The game has been visually compared to Elden Ring, due to its dark fantasy aspects, and pseudo-realistic graphics.

The game was officially announced live at Gamescom on August 25, 2026. miHoYo CEO Liu Wei commented after the presentation that the development of Nodusfall felt very "un-miHoYo". Liu noted various challenges in producing a large-scale, "realistic fantasy" multiplayer title. Since the studio was founded in 2011, miHoYo has gained a following and development experience creating primarily anime-styled gacha games, making Nodusfalls departure in scope and art direction notable. Liu stated that he hopes to "surprise" fans of their previous works with this new project.

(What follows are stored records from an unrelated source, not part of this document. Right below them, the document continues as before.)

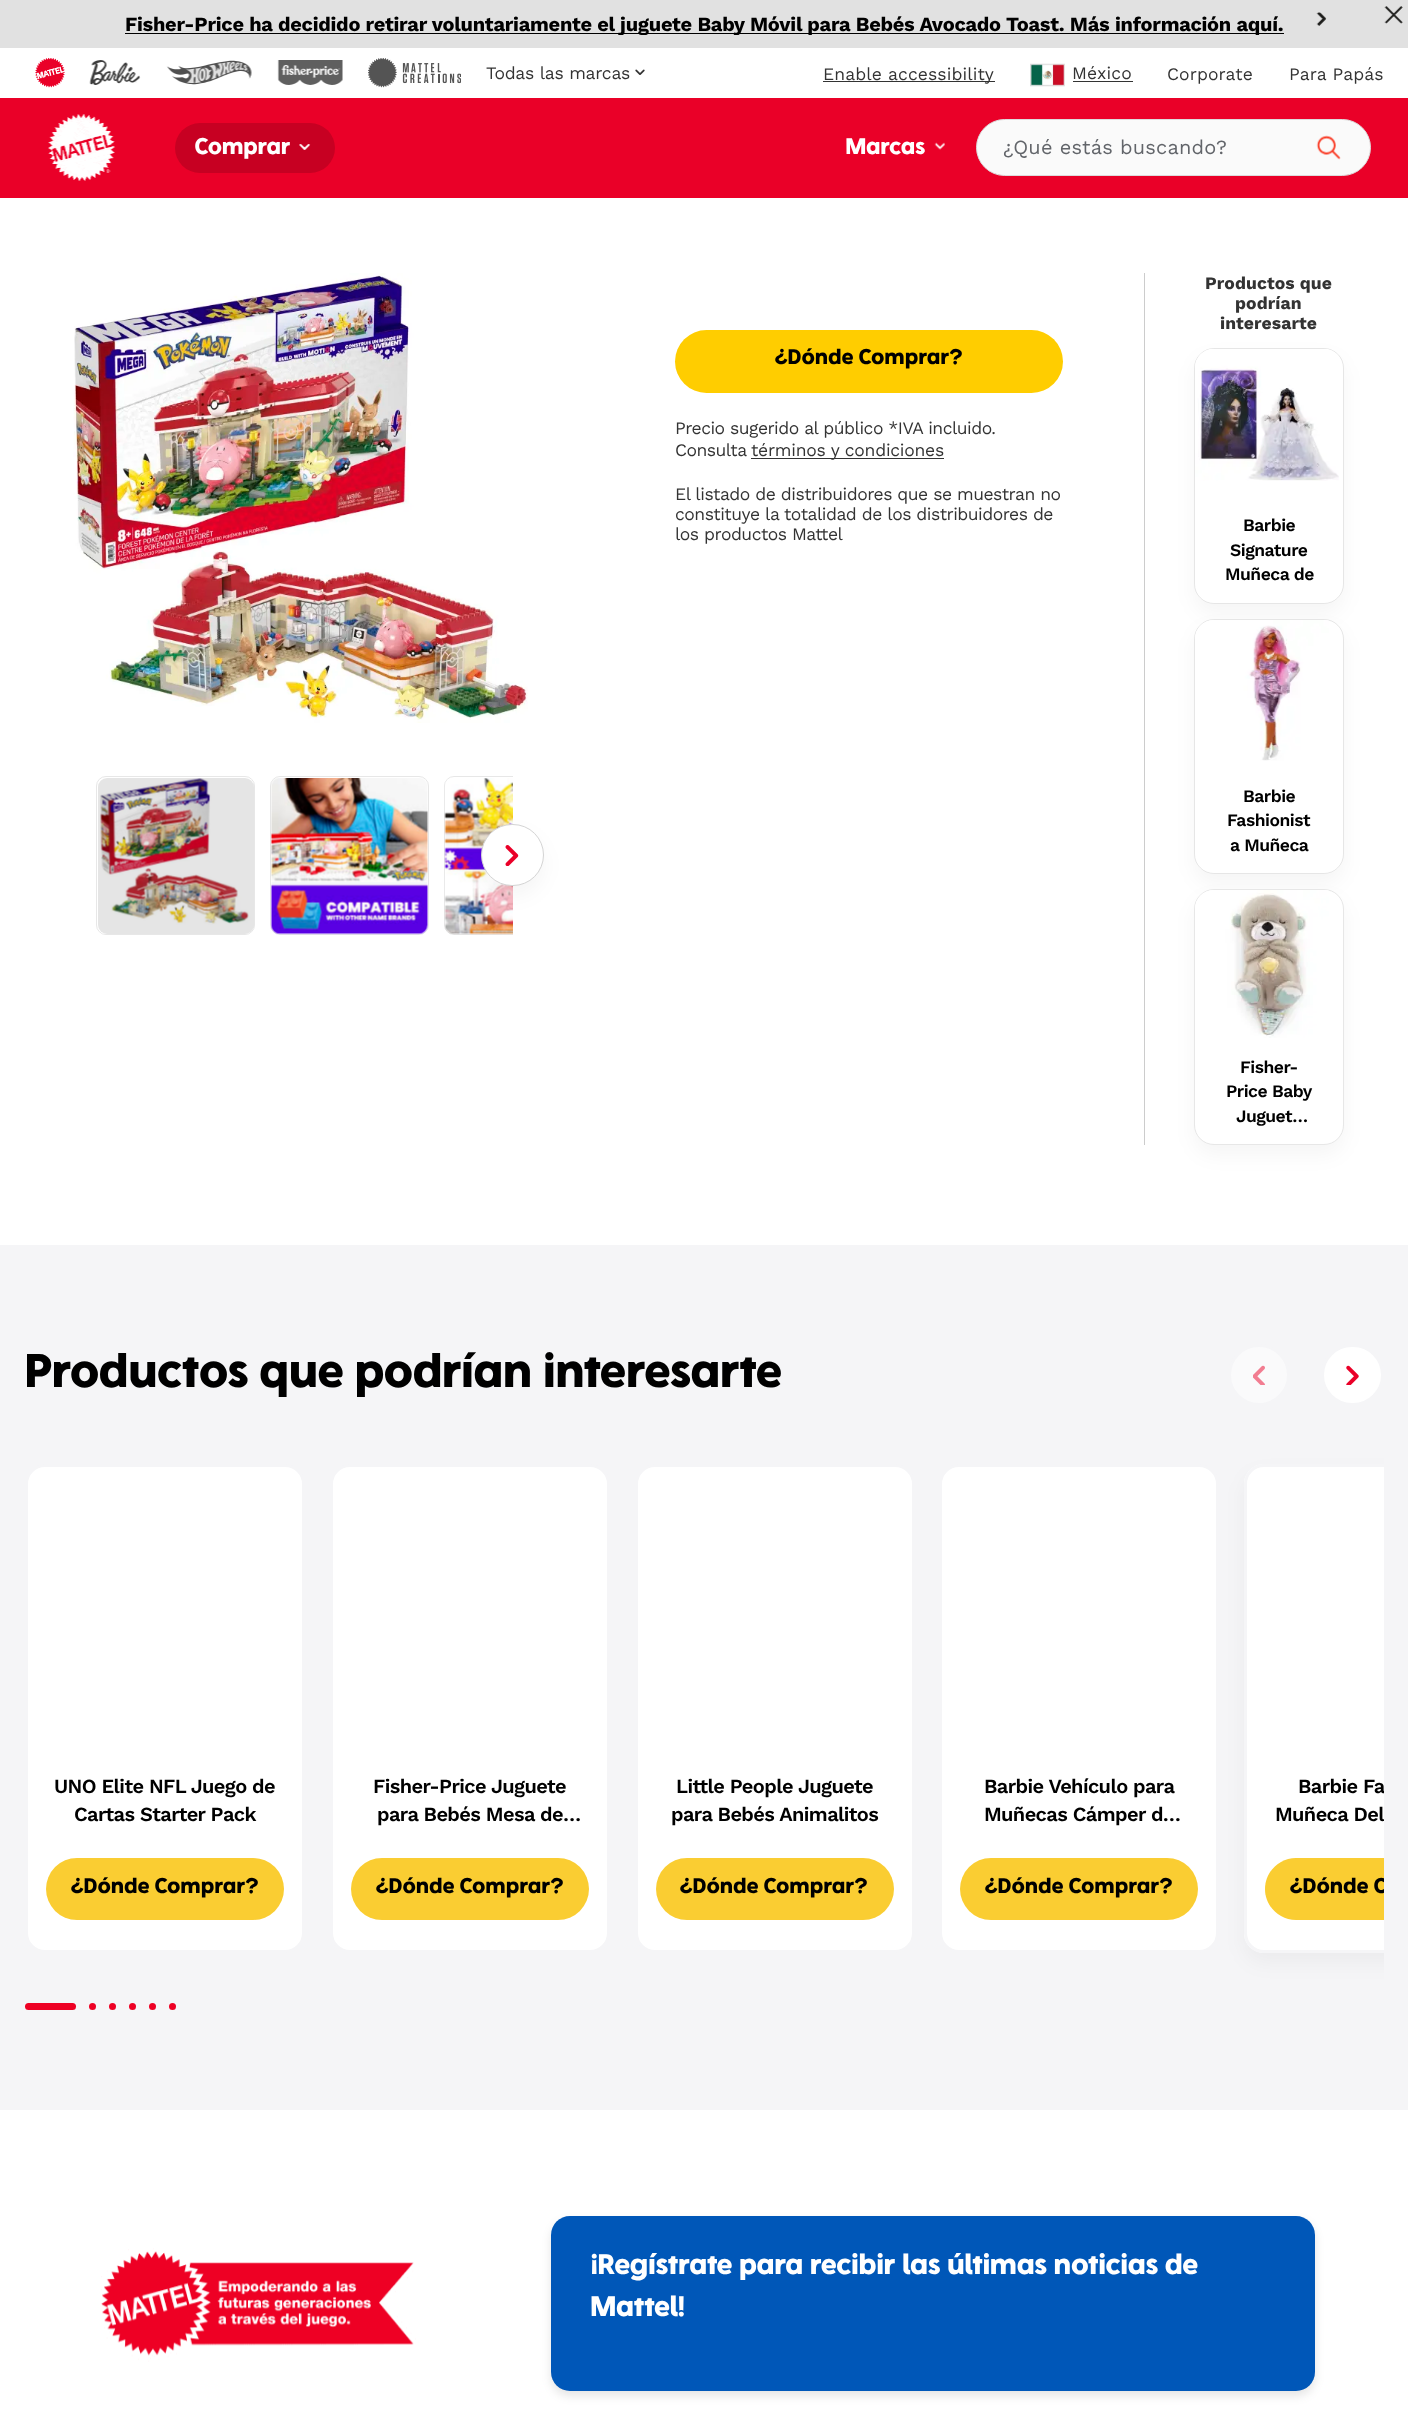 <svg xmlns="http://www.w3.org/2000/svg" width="1408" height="2420">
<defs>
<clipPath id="clip1"><rect y="13" width="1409" height="22"/></clipPath>
<clipPath id="clip2"><rect x="96" y="776" width="417" height="159"/></clipPath>
</defs>
<rect width="100%" height="100%" fill="#fff"/>
<rect width="1408" height="48" fill="#e1e1e1"/>
<rect x="125" y="33" width="1159" height="1" fill="#000"/>
<g clip-path="url(#clip1)">
<text x="125" y="31" style="font-family:Work Sans;font-size:20px;font-weight:bold;letter-spacing:-0.25px;fill:#000">Fisher-Price ha decidido retirar voluntariamente el juguete Baby Móvil para Bebés Avocado Toast. Más información aquí.</text>
</g>
<image x="1316" y="12" width="11" height="14" href="media/1.png"/>
<image x="1384" y="6" width="19" height="18" href="media/2.png"/>
<image x="35" y="58" width="30" height="30" href="media/3.png"/>
<image x="89" y="60" width="52" height="25" href="media/4.png"/>
<image x="166" y="60" width="86" height="25" href="media/5.png"/>
<image x="277" y="60" width="66" height="25" href="media/6.png"/>
<image x="368" y="58" width="93" height="30" href="media/7.png"/>
<text x="486" y="79" style="font-family:Work Sans;font-size:17.5px;letter-spacing:-0.25px;fill:#333">Todas las marcas</text>
<image x="635" y="69" width="10" height="6" href="media/8.png"/>
<rect x="823" y="81" width="172" height="1" fill="#333"/>
<text x="823" y="80" style="font-family:Work Sans;font-size:17.5px;letter-spacing:0.1px;fill:#333">Enable accessibility</text>
<image x="1030" y="63" width="35" height="24" href="media/9.png"/>
<text x="1072" y="79" style="font-family:Work Sans;font-size:17.5px;letter-spacing:0.2px;fill:#333">México</text>
<rect x="1073" y="81" width="60" height="1" fill="#333"/>
<text x="1167" y="80" style="font-family:Work Sans;font-size:17.5px;letter-spacing:0.1px;fill:#333">Corporate</text>
<text x="1289" y="80" style="font-family:Work Sans;font-size:17.5px;letter-spacing:0.1px;fill:#333">Para Papás</text>
<rect y="98" width="1408" height="100" fill="#ea0028"/>
<image x="48" y="114" width="68" height="67" href="media/10.png"/>
<rect x="175" y="123" width="160" height="50" rx="25" fill="#c70022"/>
<text x="195" y="154" style="font-family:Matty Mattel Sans;font-size:24px;font-weight:bold;letter-spacing:0.25px;fill:#fff">Comprar</text>
<image x="299" y="144" width="12" height="6" href="media/11.png"/>
<text x="846" y="154" style="font-family:Matty Mattel Sans;font-size:24px;font-weight:bold;letter-spacing:0.25px;fill:#fff">Marcas</text>
<image x="934" y="142" width="11" height="8" href="media/12.png"/>
<rect x="976.5" y="119.5" width="394" height="56" rx="28" fill="#fafafa" stroke="#dcdcdc"/>
<text x="1003" y="154" style="font-family:Work Sans;font-size:20px;letter-spacing:0.2px;fill:#62656a">¿Qué estás buscando?</text>
<image x="1316" y="135" width="25" height="25" href="media/13.png"/>
<image x="73" y="273" width="455" height="450" href="media/14.png"/>
<rect x="96.5" y="776.5" width="158" height="158" rx="9.5" fill="none" stroke="#e7e7e7"/>
<image x="100" y="778" width="152" height="156" href="media/15.png"/>
<rect x="98" y="778" width="156" height="156" rx="9" fill="#0000001a"/>
<rect x="270.5" y="776.5" width="158" height="158" rx="9.5" fill="none" stroke="#e7e7e7"/>
<image x="270" y="778" width="158" height="157" href="media/16.png"/>
<g clip-path="url(#clip2)">
<rect x="444.5" y="776.5" width="158" height="158" rx="9.5" fill="none" stroke="#e7e7e7"/>
</g>
<image x="444" y="778" width="69" height="157" href="media/17.png"/>
<rect x="481" y="834" width="63" height="62" rx="31" fill="#0000000a" filter="blur(10px)"/>
<rect x="481.5" y="824.5" width="62" height="61" rx="30.5" fill="#fff" stroke="#d4d4d4"/>
<image x="505" y="845" width="14" height="21" href="media/18.png"/>
<rect x="675" y="330" width="388" height="63" rx="31.5" fill="#ffcd00"/>
<text x="775" y="364" style="font-family:Matty Mattel Sans;font-size:22.5px;font-weight:bold;letter-spacing:0.4px;fill:#000">¿Dónde Comprar?</text>
<text x="675" y="434" style="font-family:Work Sans;font-size:17.5px;letter-spacing:-0.5px;fill:#333">Precio sugerido al público *IVA incluido.</text>
<text x="675" y="456" style="font-family:Work Sans;font-size:17.5px;letter-spacing:-0.5px;fill:#333">Consulta</text>
<rect x="751" y="458" width="193" height="1" fill="#333"/>
<text x="751" y="456" style="font-family:Work Sans;font-size:17.5px;letter-spacing:-0.25px;fill:#333">términos y condiciones</text>
<text x="675" y="500" style="font-family:Work Sans;font-size:17.5px;letter-spacing:-0.5px;fill:#333">El listado de distribuidores que se muestran no</text>
<text x="675" y="520" style="font-family:Work Sans;font-size:17.5px;letter-spacing:-0.5px;fill:#333">constituye la totalidad de los distribuidores de</text>
<text x="675" y="540" style="font-family:Work Sans;font-size:17.5px;letter-spacing:-0.5px;fill:#333">los productos Mattel</text>
<rect x="1144" y="273" width="1" height="872" fill="#ccc"/>
<text x="1205" y="289" style="font-family:Work Sans;font-size:17.5px;font-weight:bold;letter-spacing:0.1px;fill:#333">Productos que</text>
<text x="1235" y="309" style="font-family:Work Sans;font-size:17.5px;font-weight:bold;letter-spacing:0.1px;fill:#333">podrían</text>
<text x="1220" y="329" style="font-family:Work Sans;font-size:17.5px;font-weight:bold;letter-spacing:0.1px;fill:#333">interesarte</text>
<rect x="1194" y="358" width="150" height="256" rx="20" fill="#0000000a" filter="blur(10px)"/>
<rect x="1194" y="348" width="150" height="256" rx="20" fill="#fff"/>
<rect x="1194.5" y="348.5" width="149" height="255" rx="19.5" fill="none" stroke="#0e0e0e1a"/>
<image x="1195" y="349" width="144" height="132" href="media/19.png"/>
<text x="1243" y="531" style="font-family:Work Sans;font-size:17.5px;font-weight:600;letter-spacing:-0.5px;fill:#000">Barbie</text>
<text x="1230" y="556" style="font-family:Work Sans;font-size:17.5px;font-weight:600;letter-spacing:-0.5px;fill:#000">Signature</text>
<text x="1225" y="580" style="font-family:Work Sans;font-size:17.5px;font-weight:600;letter-spacing:-0.5px;fill:#000">Muñeca de</text>
<rect x="1194" y="629" width="150" height="255" rx="20" fill="#0000000a" filter="blur(10px)"/>
<rect x="1194" y="619" width="150" height="255" rx="20" fill="#fff"/>
<rect x="1194.5" y="619.5" width="149" height="254" rx="19.5" fill="none" stroke="#0e0e0e1a"/>
<image x="1195" y="620" width="134" height="141" href="media/20.png"/>
<text x="1243" y="802" style="font-family:Work Sans;font-size:17.5px;font-weight:600;letter-spacing:-0.5px;fill:#000">Barbie</text>
<text x="1227" y="826" style="font-family:Work Sans;font-size:17.5px;font-weight:600;letter-spacing:-0.5px;fill:#000">Fashionist</text>
<text x="1230" y="851" style="font-family:Work Sans;font-size:17.5px;font-weight:600;letter-spacing:-0.5px;fill:#000">a Muñeca</text>
<rect x="1194" y="899" width="150" height="256" rx="20" fill="#0000000a" filter="blur(10px)"/>
<rect x="1194.5" y="889.5" width="149" height="255" rx="19.5" fill="#fff" stroke="#e7e7e7"/>
<image x="1195" y="890" width="134" height="148" href="media/21.png"/>
<text x="1240" y="1073" style="font-family:Work Sans;font-size:17.5px;font-weight:600;letter-spacing:-0.5px;fill:#000">Fisher-</text>
<text x="1226" y="1097" style="font-family:Work Sans;font-size:17.5px;font-weight:600;letter-spacing:-0.5px;fill:#000">Price Baby</text>
<text x="1236" y="1122" style="font-family:Work Sans;font-size:17.5px;font-weight:600;letter-spacing:-0.5px;fill:#000">Juguet…</text>
<rect y="1245" width="1384" height="865" fill="#f5f5f7"/>
<text x="25" y="1387" style="font-family:Matty Mattel Sans;font-size:50px;font-weight:bold;letter-spacing:0.25px;fill:#000">Productos que podrían interesarte</text>
<circle cx="1259" cy="1375" r="29.5" fill="#fafafb" stroke="#f5f5f7" stroke-width="3"/>
<image x="1253" y="1365" width="12" height="20" href="media/22.png"/>
<rect x="1322.5" y="1345.5" width="60" height="59" rx="29.5" fill="#fff" stroke="#f5f5f7" stroke-width="3"/>
<image x="1346" y="1365" width="13" height="20" href="media/23.png"/>
<rect x="26.5" y="1465.5" width="277" height="486" rx="18.5" fill="#fff" stroke="#f5f5f7" stroke-width="3"/>
<text x="54" y="1793" style="font-family:Work Sans;font-size:20px;font-weight:600;letter-spacing:-0.6px;fill:#000">UNO Elite NFL Juego de</text>
<text x="74" y="1821" style="font-family:Work Sans;font-size:20px;font-weight:600;letter-spacing:-0.6px;fill:#000">Cartas Starter Pack</text>
<rect x="46" y="1858" width="238" height="62" rx="31" fill="#facd32"/>
<text x="71" y="1893" style="font-family:Matty Mattel Sans;font-size:22.5px;font-weight:bold;letter-spacing:0.4px;fill:#000">¿Dónde Comprar?</text>
<rect x="331.5" y="1465.5" width="277" height="486" rx="18.5" fill="#fff" stroke="#f5f5f7" stroke-width="3"/>
<text x="373" y="1793" style="font-family:Work Sans;font-size:20px;font-weight:600;letter-spacing:-0.6px;fill:#000">Fisher-Price Juguete</text>
<text x="377" y="1821" style="font-family:Work Sans;font-size:20px;font-weight:600;letter-spacing:-0.6px;fill:#000">para Bebés Mesa de…</text>
<rect x="351" y="1858" width="238" height="62" rx="31" fill="#facd32"/>
<text x="376" y="1893" style="font-family:Matty Mattel Sans;font-size:22.5px;font-weight:bold;letter-spacing:0.4px;fill:#000">¿Dónde Comprar?</text>
<rect x="636.5" y="1465.5" width="277" height="486" rx="18.5" fill="#fff" stroke="#f5f5f7" stroke-width="3"/>
<text x="676" y="1793" style="font-family:Work Sans;font-size:20px;font-weight:600;letter-spacing:-0.6px;fill:#000">Little People Juguete</text>
<text x="671" y="1821" style="font-family:Work Sans;font-size:20px;font-weight:600;letter-spacing:-0.6px;fill:#000">para Bebés Animalitos</text>
<rect x="656" y="1858" width="238" height="62" rx="31" fill="#facd32"/>
<text x="680" y="1893" style="font-family:Matty Mattel Sans;font-size:22.5px;font-weight:bold;letter-spacing:0.4px;fill:#000">¿Dónde Comprar?</text>
<rect x="940.5" y="1465.5" width="277" height="486" rx="18.5" fill="#fff" stroke="#f5f5f7" stroke-width="3"/>
<text x="984" y="1793" style="font-family:Work Sans;font-size:20px;font-weight:600;letter-spacing:-0.6px;fill:#000">Barbie Vehículo para</text>
<text x="984" y="1821" style="font-family:Work Sans;font-size:20px;font-weight:600;letter-spacing:-0.6px;fill:#000">Muñecas Cámper d…</text>
<rect x="960" y="1858" width="238" height="62" rx="31" fill="#facd32"/>
<text x="985" y="1893" style="font-family:Matty Mattel Sans;font-size:22.5px;font-weight:bold;letter-spacing:0.4px;fill:#000">¿Dónde Comprar?</text>
<rect x="1244" y="1474" width="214" height="489" rx="20" fill="#0000000a" filter="blur(10px)"/>
<path d="M1264 1464h120v489h-120c-11 0-20-9-20-20v-449c0-11 9-20 20-20z" fill="#fff"/>
<rect x="1245.5" y="1465.5" width="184" height="486" rx="18.5" fill="none" stroke="#f5f5f7" stroke-width="3"/>
<text x="1298" y="1793" style="font-family:Work Sans;font-size:20px;font-weight:600;letter-spacing:-0.6px;fill:#000">Barbie Fa</text>
<text x="1275" y="1821" style="font-family:Work Sans;font-size:20px;font-weight:600;letter-spacing:-0.6px;fill:#000">Muñeca Del</text>
<path d="M1296 1858h88v62h-88c-17 0-31-14-31-31c0-17 14-31 31-31z" fill="#facd32"/>
<text x="1290" y="1893" style="font-family:Matty Mattel Sans;font-size:22.5px;font-weight:bold;letter-spacing:0.4px;fill:#000">¿Dónde C</text>
<rect x="25" y="2003" width="51" height="7" rx="3.5" fill="#ee0024"/>
<circle cx="92.5" cy="2006.5" r="3.5" fill="#ee0024"/>
<circle cx="112.5" cy="2006.5" r="3.5" fill="#ee0024"/>
<circle cx="132.5" cy="2006.5" r="3.5" fill="#ee0024"/>
<circle cx="152.5" cy="2006.5" r="3.5" fill="#ee0024"/>
<circle cx="172.5" cy="2006.5" r="3.5" fill="#ee0024"/>
<rect x="1384" y="1245" width="24" height="865" fill="#f5f5f7"/>
<image x="101" y="2248" width="315" height="114" href="media/24.png"/>
<rect x="551" y="2221" width="764" height="175" rx="19" fill="#0000001a" filter="blur(5px)"/>
<rect x="551" y="2216" width="764" height="175" rx="19" fill="#0057b8"/>
<text x="591" y="2274" style="font-family:Matty Mattel Sans;font-size:30px;font-weight:bold;letter-spacing:0.2px;fill:#fff">¡Regístrate para recibir las últimas noticias de</text>
<text x="591" y="2316" style="font-family:Matty Mattel Sans;font-size:30px;font-weight:bold;letter-spacing:0.2px;fill:#fff">Mattel!</text>
</svg>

Regarding the game's monetization system, miHoYo stated while speaking with PC Gamer that a model based on "cosmetic monetization" was one that they were "considering". Though still free-to-play, this marks a shift from their previous games, as characters in Nodusfall are said to "not be obtained from random draws, but through continued play". In hands-on preview coverage, journalist Fraser Brown noted that the game's monetization model is intended to focus on optional cosmetic items, such as customizable outfits, hairstyles, and accessories.

Pre-registration for Nodusfall became available after the announcement on August 25, 2026.